Hi im new to all this. My 8 month golden retriever bitch has just gone into season and i was just wondering how long it lasts for?


----------



## ACampbell (Oct 7, 2007)

Usually around 21 days (3 weeks) from the point she starts bleeding to the end of it all. 
It can vary, there's a lot of info online about such things, do a google search as well and that'll help you know what to look for etc...


----------



## cshellenberger (Dec 2, 2006)

I would keep her isolated or a full month from the start, just to be safe. You can have her spayed 30 days after the the end of her heat.


----------



## GoldenGirl94 (Jul 24, 2008)

Ok thankyou we arent going to spay her because we plan to breed her


----------



## Dogstar (May 11, 2007)

If you don't know how long a season lasts, you are not in any way, shape, or form prepared to be breeding a litter.
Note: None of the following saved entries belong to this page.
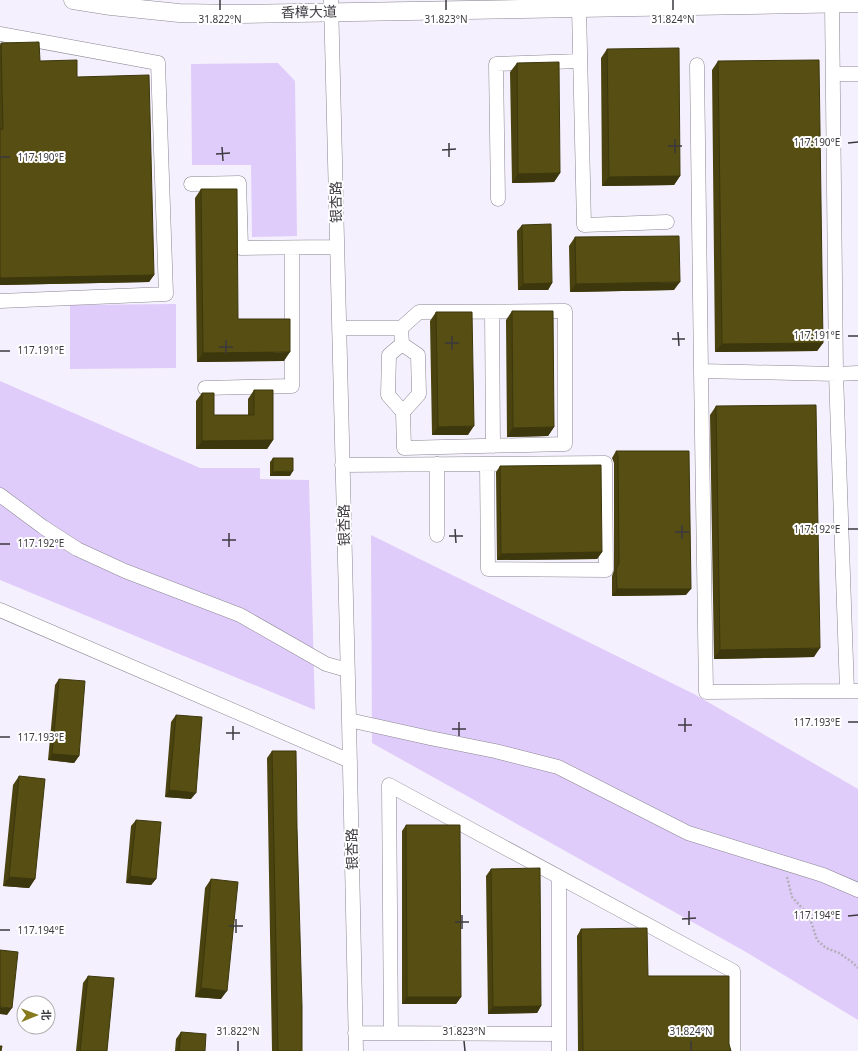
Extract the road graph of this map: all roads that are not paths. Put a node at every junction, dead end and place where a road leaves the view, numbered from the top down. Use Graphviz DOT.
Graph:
graph roads {
  1 [pos="73,0"];
  2 [pos="832,3"];
  3 [pos="858,3"];
  4 [pos="331,6"];
  5 [pos="579,8"];
  6 [pos="0,34"];
  7 [pos="580,61"];
  8 [pos="697,65"];
  9 [pos="833,74"];
  10 [pos="858,74"];
  11 [pos="191,184"];
  12 [pos="498,199"];
  13 [pos="667,222"];
  14 [pos="337,247"];
  15 [pos="292,248"];
  16 [pos="0,301"];
  17 [pos="492,312"];
  18 [pos="339,328"];
  19 [pos="401,328"];
  20 [pos="402,344"];
  21 [pos="701,371"];
  22 [pos="858,373"];
  23 [pos="836,374"];
  24 [pos="205,388"];
  25 [pos="403,412"];
  26 [pos="493,446"];
  27 [pos="437,464"];
  28 [pos="487,464"];
  29 [pos="342,465"];
  30 [pos="0,495"];
  31 [pos="437,535"];
  32 [pos="0,610"];
  33 [pos="348,670"];
  34 [pos="852,691"];
  35 [pos="349,720"];
  36 [pos="350,761"];
  37 [pos="559,877"];
  38 [pos="858,890"];
  39 [pos="355,1033"];
  40 [pos="391,1033"];
  41 [pos="559,1034"];
  42 [pos="356,1051"];
  43 [pos="559,1051"];
  44 [pos="733,1051"];
  1 -- 4 [label="main road, 香樟大道"];
  2 -- 3 [label="main road, 香樟大道"];
  2 -- 5 [label="main road, 香樟大道"];
  2 -- 9 [label="street"];
  4 -- 5 [label="main road, 香樟大道"];
  4 -- 14 [label="street, 银杏路"];
  5 -- 7 [label="street"];
  6 -- 16 [label="street"];
  7 -- 12 [label="street"];
  7 -- 13 [label="street"];
  8 -- 21 [label="street"];
  9 -- 10 [label="street"];
  9 -- 23 [label="street"];
  11 -- 15 [label="street"];
  14 -- 15 [label="street"];
  14 -- 18 [label="street, 银杏路"];
  15 -- 24 [label="street"];
  17 -- 19 [label="street"];
  17 -- 26 [label="street"];
  17 -- 26 [label="street"];
  18 -- 19 [label="street"];
  18 -- 29 [label="street, 银杏路"];
  19 -- 20 [label="street"];
  20 -- 25 [label="street"];
  20 -- 25 [label="street"];
  21 -- 23 [label="street"];
  21 -- 34 [label="street"];
  22 -- 23 [label="street"];
  23 -- 34 [label="street"];
  25 -- 26 [label="street"];
  27 -- 28 [label="street"];
  27 -- 29 [label="street"];
  27 -- 31 [label="street"];
  28 -- 28 [label="street"];
  29 -- 33 [label="street, 银杏路"];
  30 -- 33 [label="street"];
  32 -- 36 [label="street"];
  33 -- 35 [label="street, 银杏路"];
  35 -- 36 [label="street, 银杏路"];
  35 -- 38 [label="street"];
  36 -- 39 [label="street, 银杏路"];
  37 -- 40 [label="street"];
  37 -- 41 [label="street"];
  37 -- 44 [label="street"];
  39 -- 40 [label="street"];
  39 -- 42 [label="street, 银杏路"];
  40 -- 41 [label="street"];
  41 -- 43 [label="street"];
}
PLEASE spay your bitch, show her in obedience or working trials, and spend a few years learning aobut what it takes to do so responsibly.


----------



## GoldenGirl94 (Jul 24, 2008)

I am not breeding her my parents are breeding her as they have breed dogs previously


----------



## Curbside Prophet (Apr 28, 2006)

Still, unless your parents plan to have her peer reviewed, have her spayed or do not plan to breed her and manage her away from intact males.


----------



## GoldenGirl94 (Jul 24, 2008)

My parents plan to ge a vet to asses all of her eg eyes tc to make sure sh an the pups will be healthy


----------



## briteday (Feb 10, 2007)

Golden,
Just so that you understand this forum (and I would suggest that you spend some time reading threads on this forum if you are planning to stick around) ...you wouldn't be looking for basic information on an internet forum if you or your parents were educated about even the basics of raising much less breeding a dog. So before the flaming of you starts by the other members I am going to caution you to get to know the feelings of our other members by spending some time reading here. And in the meanwhile get in touch with your vet, the library, and other breeders so that you can become more educated about your dog and the potential for breeding.
That being said, I am going to close this thread to prevent any fireworks commencing.


----------



## Criosphynx (May 15, 2008)

GoldenGirl94 said:


> I am not breeding her my parents are breeding her as they have breed dogs previously




Why don't your parents know the answer to this question then? Can't you just ask them? :::shruggs::::


----------



## Curbside Prophet (Apr 28, 2006)

Well, if your dog is healthy enough to breed that's still not a reason to breed her. What about her pedigree and the genetic tests that your vet will not do? 

http://www.dogstuff.info/to_breed_or_not.html


----------